Graphopper can provide up to 6 APIs:
\begin{itemize}
\item Routing API
\item Route Optimization API
\item Isochrone API
\item Map Matching API
\item Matrix API
\item ZGeocoding API
\end{itemize}
\subsubsection{Routing API}
Get distances between two points:
\begin{lstlisting}[language=bash,breaklines=true]
curl "https://graphhopper.com/api/1/route?
point=51.131,12.414&point=48.224,3.867&vehicle=car&locale=de&key=[YOUR_KEY]"
\end{lstlisting}
Example in our case:
\begin{lstlisting}[language=bash,breaklines=true]
https://localhost:11111/1/route
?point=51.131,12.414&point=48.224,3.867&vehicle=car&locale=de&key=3160e710-58ed-45da-
bb39-09d383b1c5b2
\end{lstlisting}
\subsubsection{Pricing}
The Graphhopper routing engine is open source under the permissive Apache License and is
therefore free to use for anything. You could even integrate it in your products, modify
Graphhopper and sell this, without noticing or contributing back. Although it is encouraged to
contribute back so that your feature gets maintained for free by graphhopper service. Also you
can host Graphhopper on your own servers for 'free' and do whatever you want with it.
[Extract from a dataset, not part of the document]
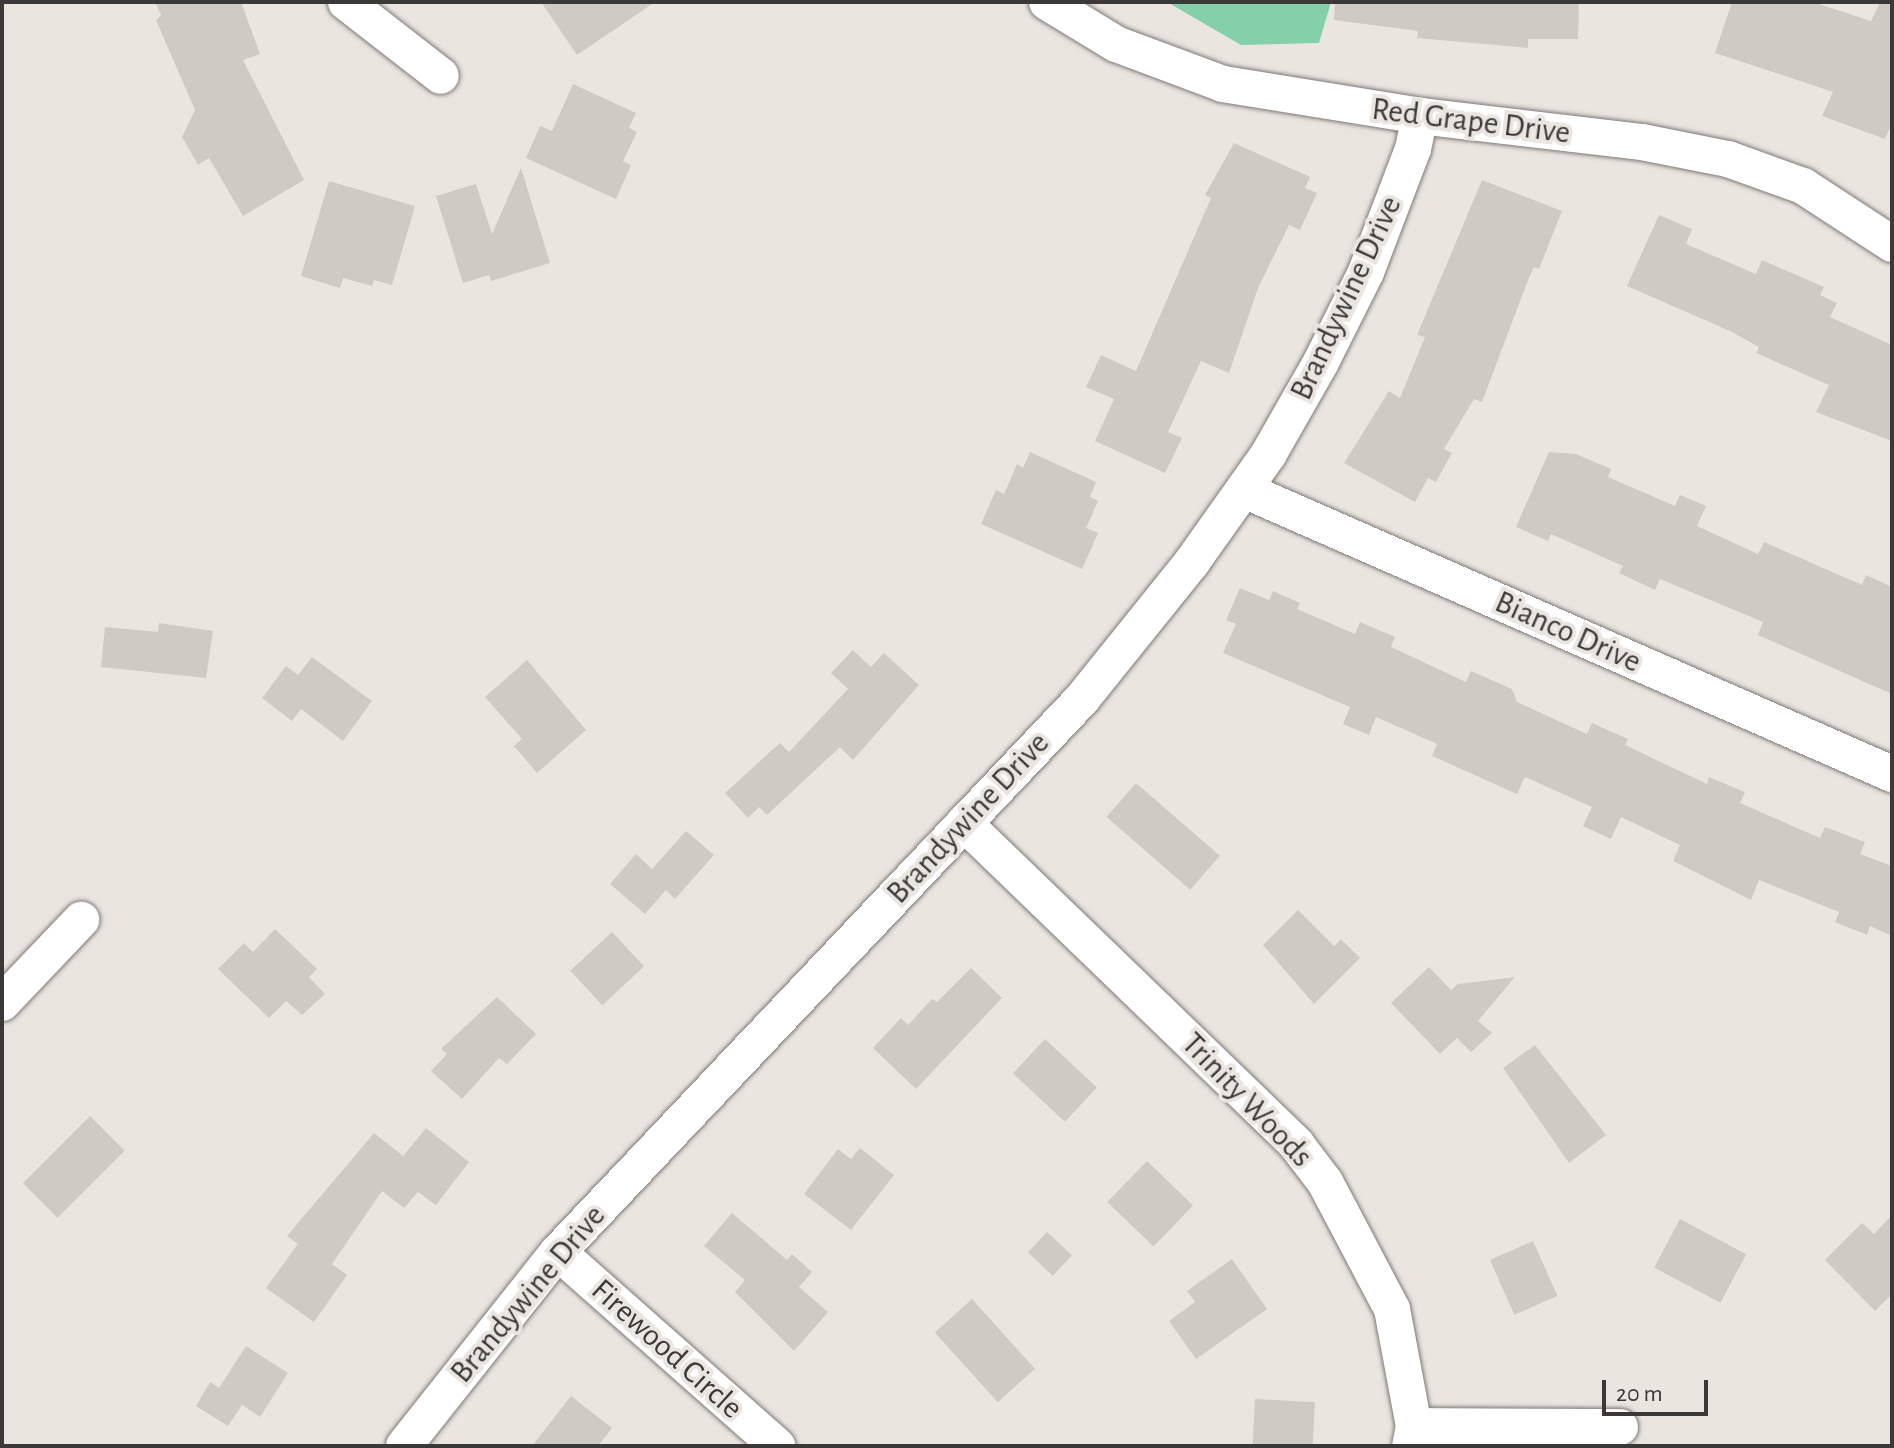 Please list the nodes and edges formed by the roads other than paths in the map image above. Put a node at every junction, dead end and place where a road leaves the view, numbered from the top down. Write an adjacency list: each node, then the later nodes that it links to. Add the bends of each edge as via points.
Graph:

The Graphhopper Directions API that we host falls under usage terms and always requires an
API key. It was decided to make it free for development purposes and open source projects,
both with a limit of currently 500 queries per day. So, the free usage of the API in a company
internally would not be allowed. But there are custom packages possible.\\\\
One Routing API request costs one credit. Every 10 via-points cost one more credit. E.g. 11 via-
points cost two credits, 21 via-points costs three credits and so on. And if you specify \textbf{optimize=true} the credits will be multiplied by 10 i.e. one requests costs 10 credits for 1 to 10 locations, 20 credits for 11 to 20 locations and so on. Changing the parameter algorithm costs additionally two credits, i.e. calculating the alternative route between two points costs 1+2=3 credits.